The other woman has more important things to attend to than loitering in the hall with an interloper. She’s already headed for the service elevators.

“That’s Tricia,” says Christine, who is moving past me. She looks over her shoulder toward Mrs. Dineen’s closed door and I know that the last thing on earth she wants is for that door to open.

I follow her to the elevators where Tricia (I’m repeating the name in my head in a conscious effort to memorize it) is checking supplies and consulting a list of room numbers with notations of checkouts and special requests — extra towels, more coffee filters.

“Hi, Tricia,” I say. “I’m Joe Grundy, you’ve probably seen me prowling the halls. You know what happened last night, I guess.”

Tricia’s hair is cut short and square across the front; she keeps her voice down but speaks clearly. “We don’t know anything, for sure. Raquel was killed up in the penthouse. That’s all.”

“Must be a hundred rumours going around,” I say.

“Just gossip,” says Christine.

“Mrs. Dineen doesn’t encourage gossip,” says Tricia.

“I’m investigating a murder,” I say, although I’m certain Mooney and Pazzano would characterize my intrusion otherwise. “What sounds like gossip right now could be helpful later on. May I talk to you for a minute?”

“Get on,” Tricia says, as the elevator doors open.

The two women wheel their service carts aboard and I join them.

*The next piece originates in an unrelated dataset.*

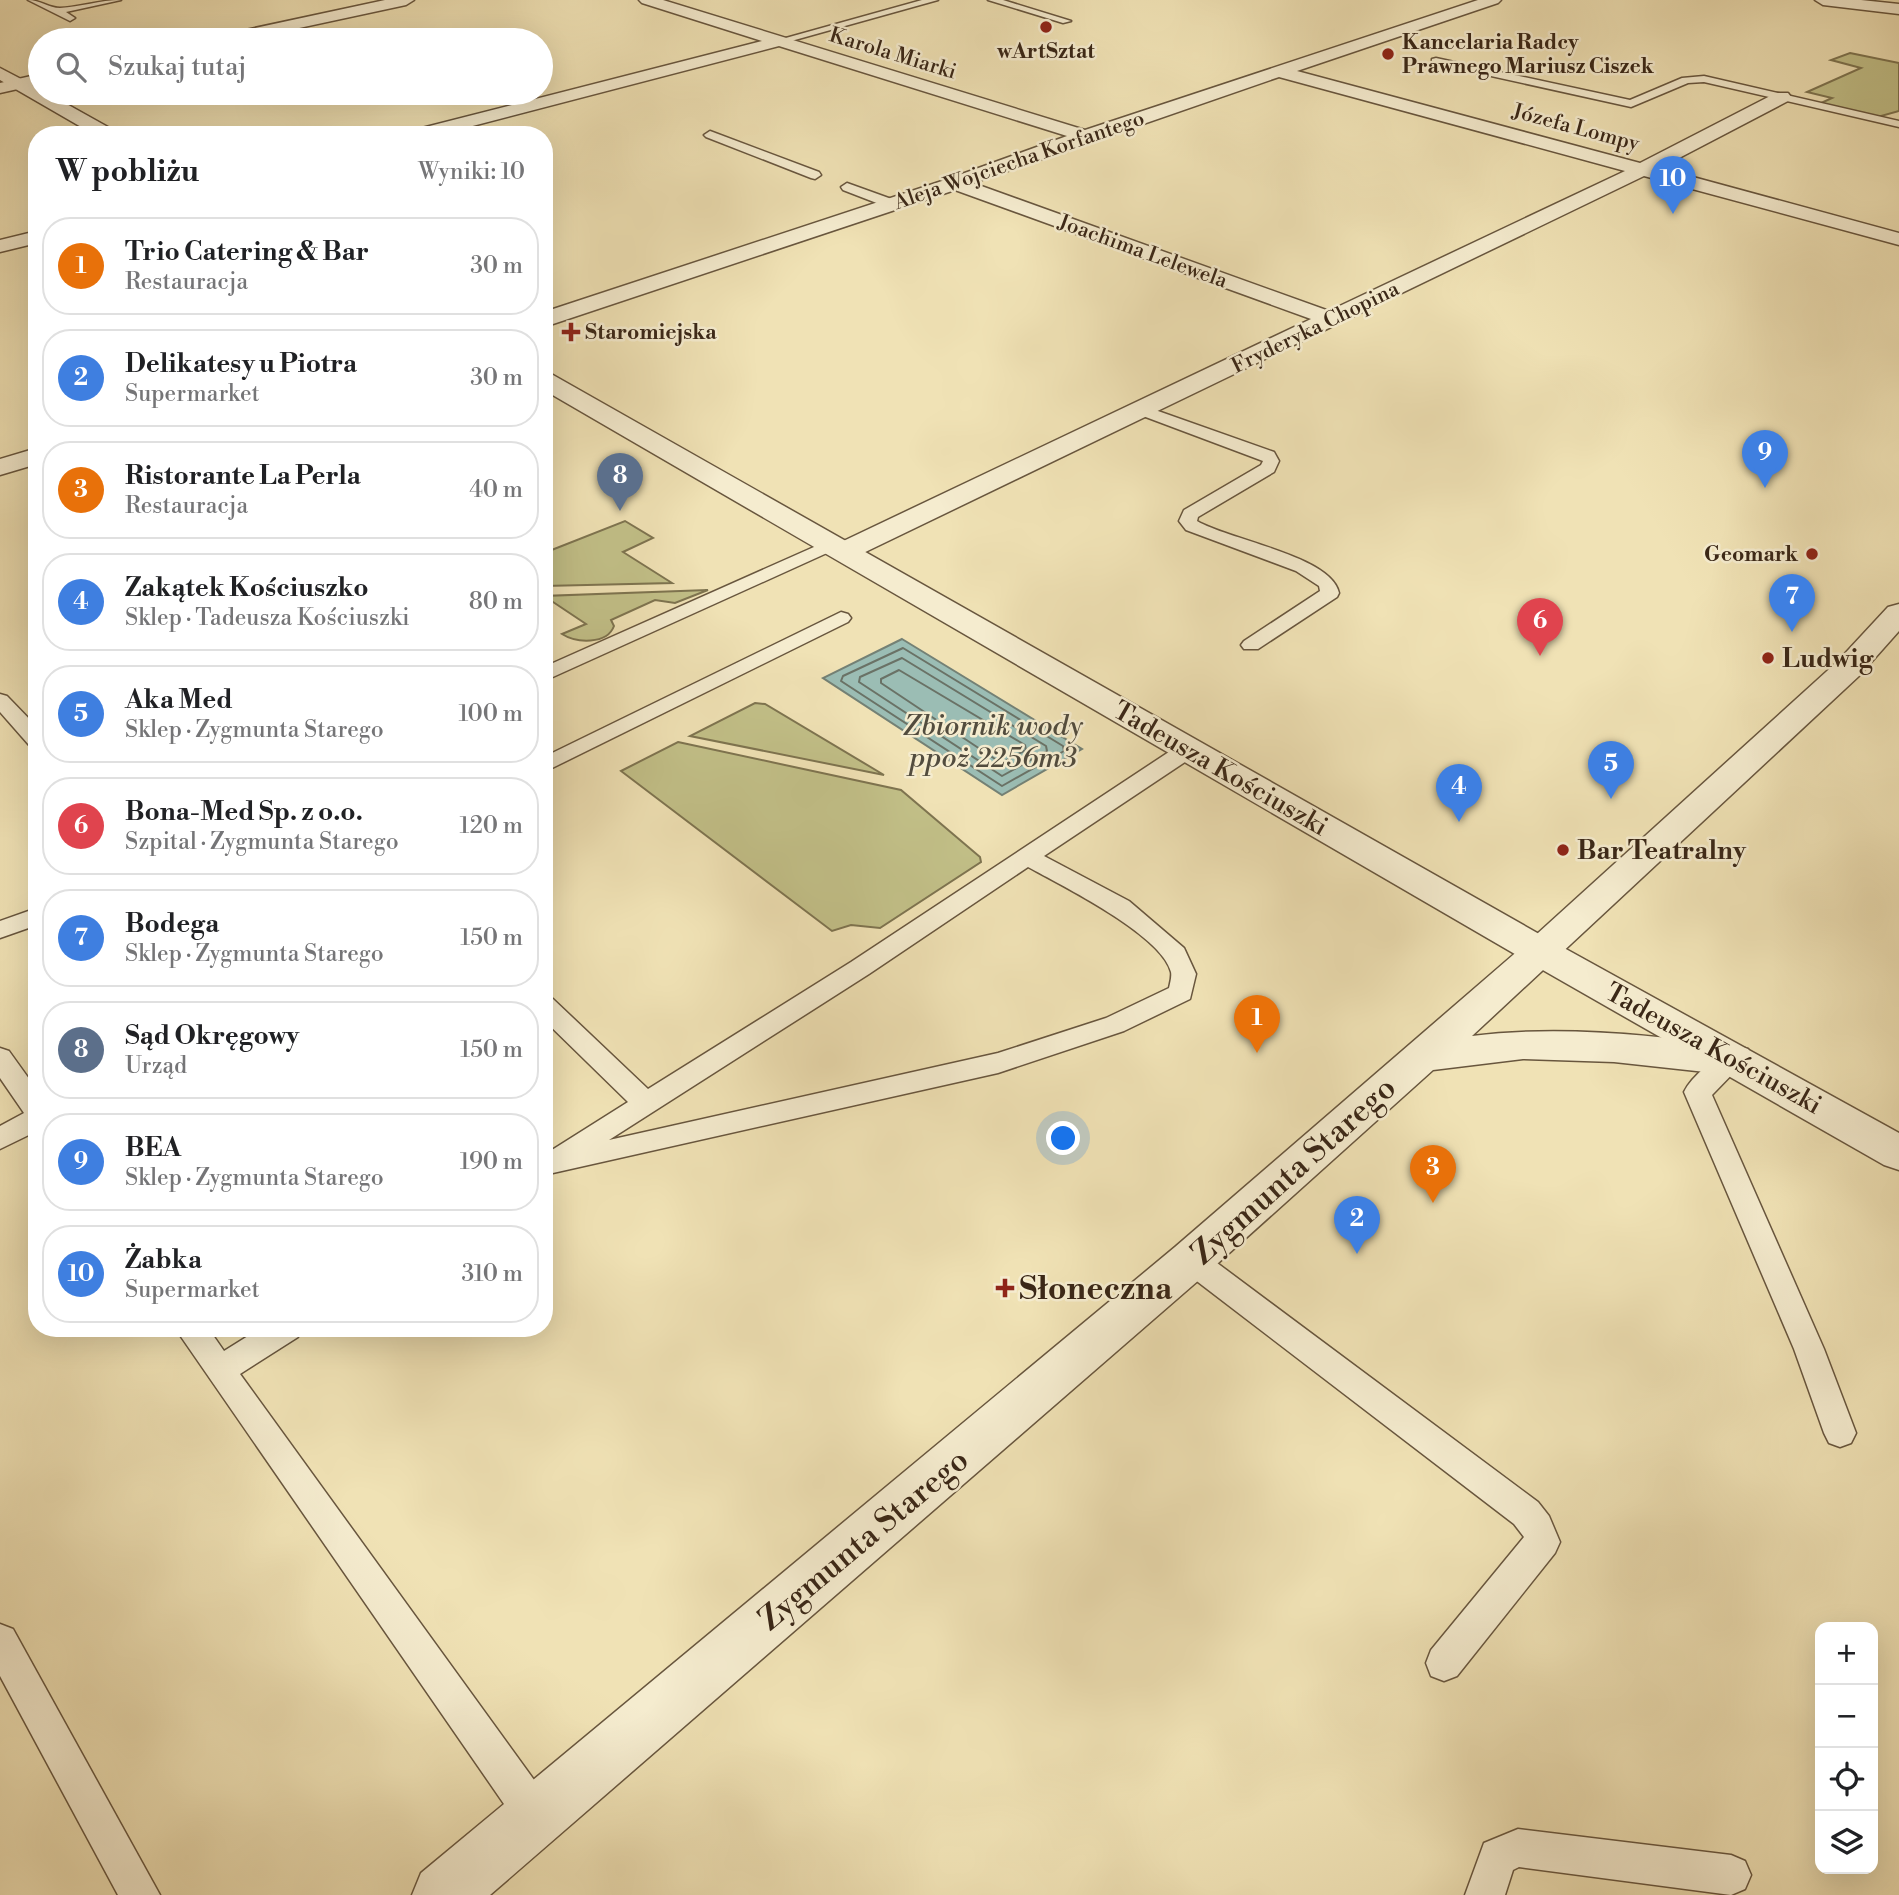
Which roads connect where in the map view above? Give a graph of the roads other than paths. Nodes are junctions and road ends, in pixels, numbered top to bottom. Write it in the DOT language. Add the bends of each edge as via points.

“Nine,” Tricia says. “In back.” She presses 9. Christine stares at the numbers climbing. Tricia looks directly at me. “Can you be trusted?” she asks.

“Yes.”

“I don’t mean as a human being,” she says. “That would be asking too much. I mean can you be trusted that as far as Vera Dineen is concerned, this meeting never took place?”

“Scout’s honour,” I say.

“I’d prefer something a bit more binding,” she says. “My brother was a scout. I wouldn’t trust him as far as I could toss him.”

“Raquel was my friend,” I say. “I liked her.”